Observation data (J2000 epoch)
- Constellation: Pegasus
- Right ascension: 23^{h} 46^{m} 18.57^{s}
- Declination: 12° 47′ 47.38″
- Redshift: 2.3052
- Apparent magnitude (V): 23.9

Characteristics
- Mass: 1.2×10^{10} M_{☉}

Other designations
- HB89 2343+125 BX418, PGC 4668402, SDSS J234618.57+124747.8

= Q2343-BX418 =

Astronomical galaxy in the constellation Pegasus

Q2343-BX418 is a young, low-metallicity dwarf galaxy located about 10 billion light-years away from Earth.
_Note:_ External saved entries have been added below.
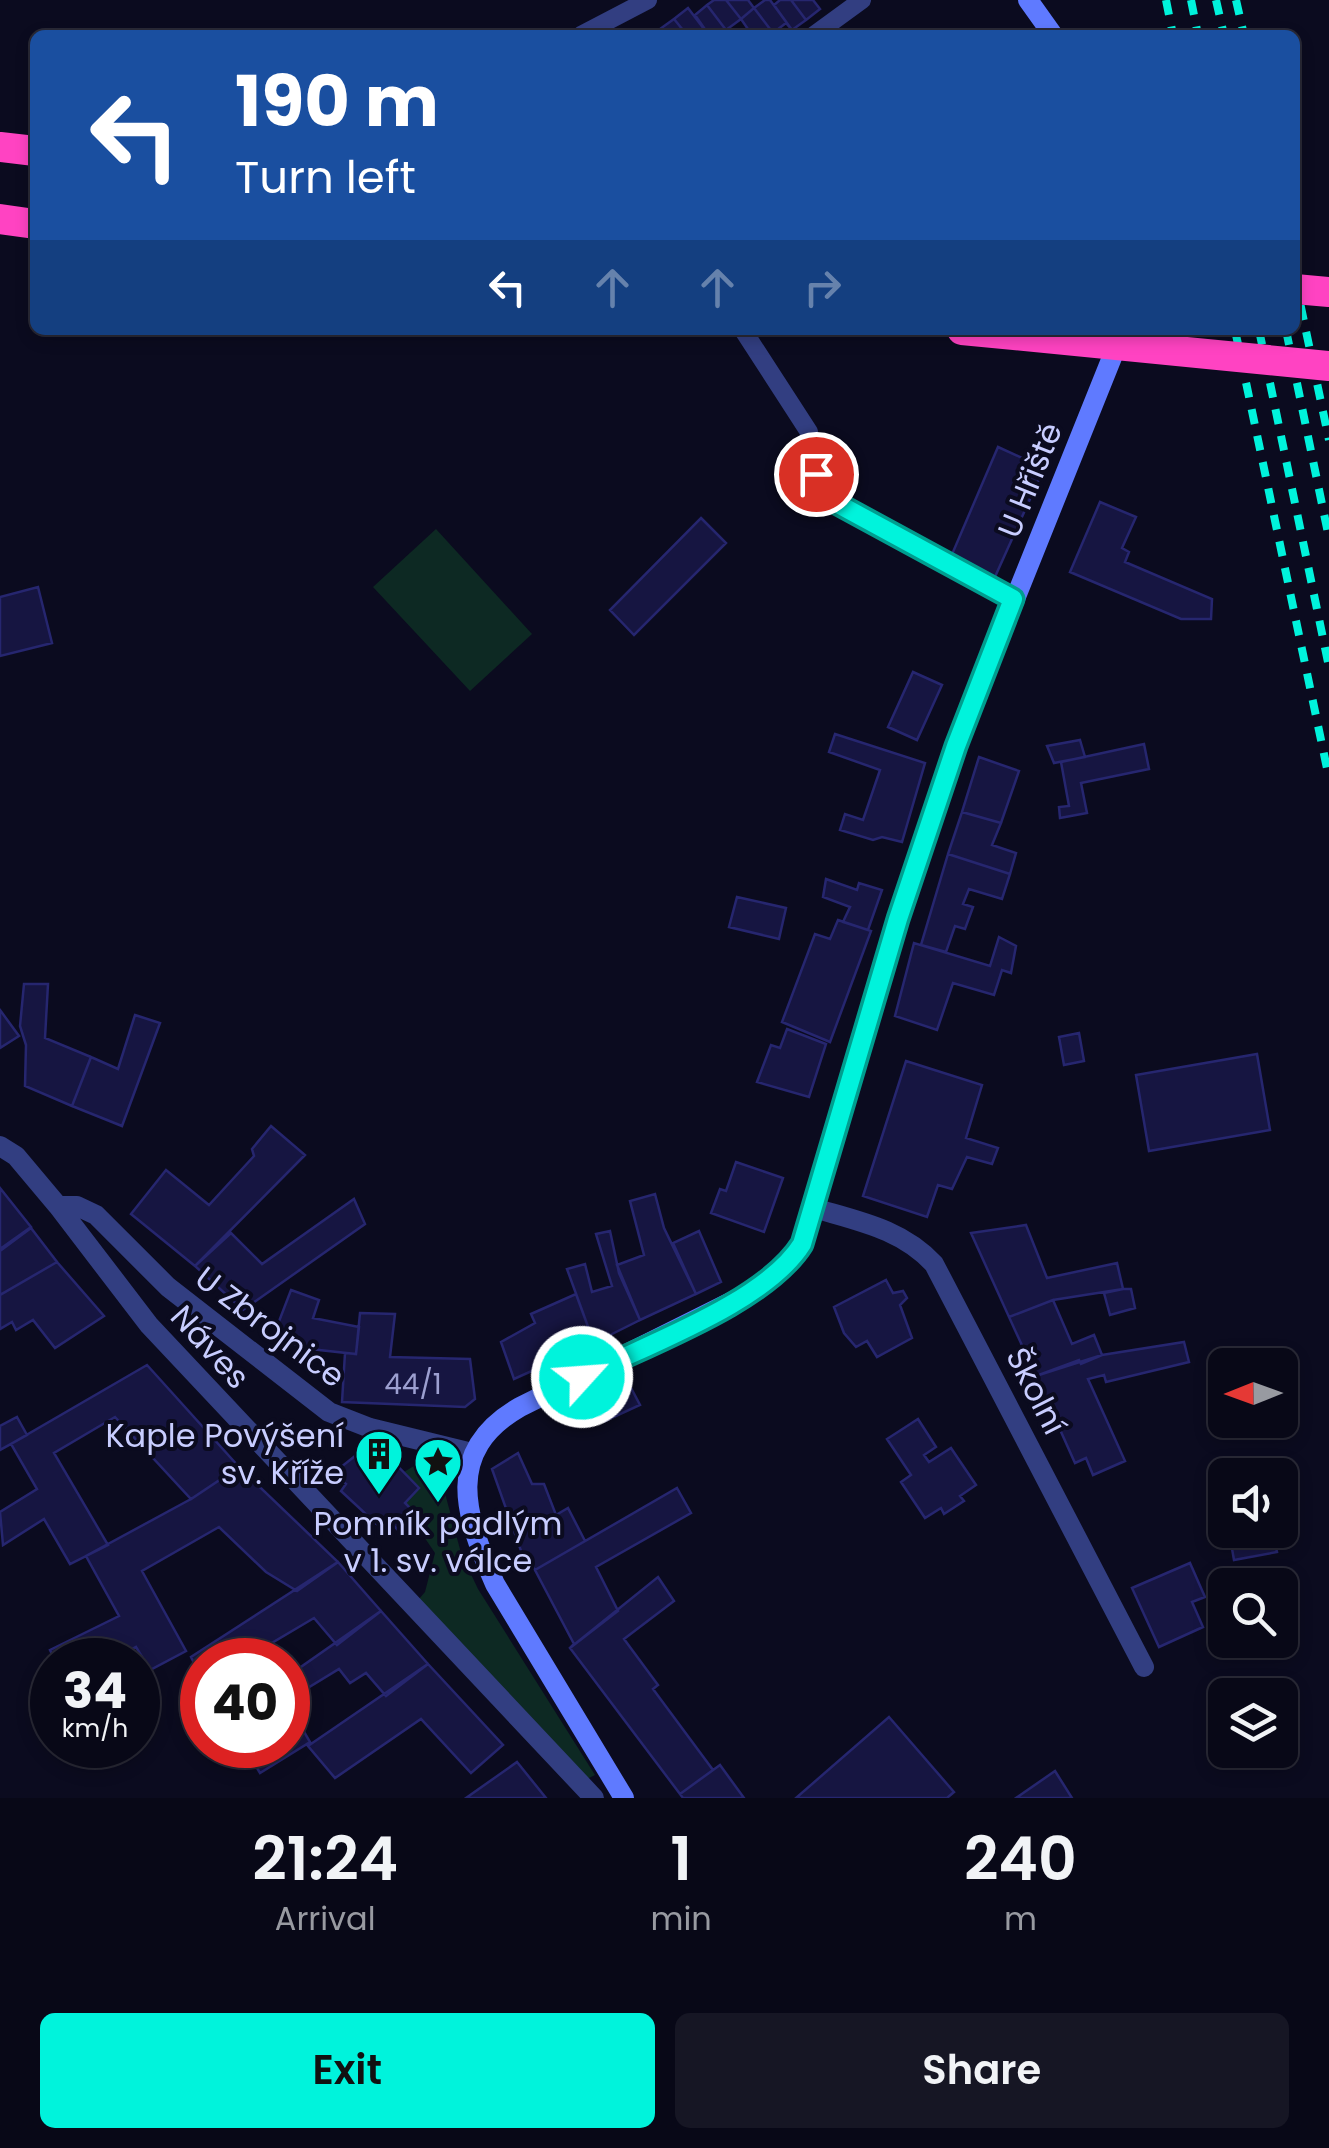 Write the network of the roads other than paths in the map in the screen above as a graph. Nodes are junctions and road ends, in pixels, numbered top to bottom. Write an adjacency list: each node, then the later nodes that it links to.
1 (648, 0): 4 (lane)
2 (862, 0): 5 (lane)
3 (1028, 0): 6 (street)
4 (591, 30)
5 (821, 30)
6 (1049, 30)
7 (0, 147): 8 (highway)
8 (30, 150)
9 (0, 220): 10 (highway)
10 (30, 223)
11 (1300, 289): 12 (highway, bridge)
12 (1329, 292)
13 (746, 335): 17 (lane)
14 (1013, 335): 16 (highway, bridge)
15 (1121, 335): 17 (street, U Hřiště)
16 (1329, 366)
17 (1013, 599): 20 (street, U Hřiště)
18 (0, 1146): 19 (street, Náves)
19 (58, 1206): 21 (street, U Zbrojnice); 23 (street, Náves)
20 (814, 1208): 21 (street, U Hřiště); 22 (street, Školní)
21 (472, 1453): 24 (street)
22 (1144, 1667)
23 (594, 1798)
24 (624, 1798)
It has a redshift of 2.3052, and a stellar mass of 500 million solar masses.

== Halo ==

In July 2018, new research was published suggesting that the galaxy was surrounded by a massive halo of diffuse gas 150,000 light-years in diameter, about ten times the size of the galaxy itself. The halo was measured to be giving off light in the Lyman-alpha line, an ultraviolet wavelength. By measuring the halo's spectra using the Keck Cosmic Web Imager at the Keck Observatory, the researchers found that the galaxy is surrounded by a roughly spherical outflow of gas. They also found that there are significant variations in the density and velocity of this gas.

Steidel's team had studied the galaxy before using other instruments at the Keck Observatory. However, the Keck Cosmic Web Imager allowed them to study the faint gas connecting galaxies, known as the cosmic web.